The data should be printed again, exactly.

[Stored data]
......

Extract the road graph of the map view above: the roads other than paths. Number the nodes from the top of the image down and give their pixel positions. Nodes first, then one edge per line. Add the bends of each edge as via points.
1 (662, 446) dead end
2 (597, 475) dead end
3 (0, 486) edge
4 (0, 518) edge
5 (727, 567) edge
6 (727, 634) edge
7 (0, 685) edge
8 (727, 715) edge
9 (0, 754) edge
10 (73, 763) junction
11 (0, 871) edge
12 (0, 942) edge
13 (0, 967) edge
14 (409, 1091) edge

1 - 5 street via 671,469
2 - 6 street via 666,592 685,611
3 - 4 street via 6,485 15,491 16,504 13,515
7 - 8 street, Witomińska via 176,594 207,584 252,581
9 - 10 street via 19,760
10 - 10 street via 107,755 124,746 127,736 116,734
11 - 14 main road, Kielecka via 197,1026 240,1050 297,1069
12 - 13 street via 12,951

......

Exercise output
Extract the road graph of the map view above: the roads other than paths. Number the nodes from the top of the image down and give their pixel positions. Nodes first, then one edge per line. Add the bends of each edge as via points.
1 (662, 446) dead end
2 (597, 475) dead end
3 (0, 486) edge
4 (0, 518) edge
5 (727, 567) edge
6 (727, 634) edge
7 (0, 685) edge
8 (727, 715) edge
9 (0, 754) edge
10 (73, 763) junction
11 (0, 871) edge
12 (0, 942) edge
13 (0, 967) edge
14 (409, 1091) edge

1 - 5 street via 671,469
2 - 6 street via 666,592 685,611
3 - 4 street via 6,485 15,491 16,504 13,515
7 - 8 street, Witomińska via 176,594 207,584 252,581
9 - 10 street via 19,760
10 - 10 street via 107,755 124,746 127,736 116,734
11 - 14 main road, Kielecka via 197,1026 240,1050 297,1069
12 - 13 street via 12,951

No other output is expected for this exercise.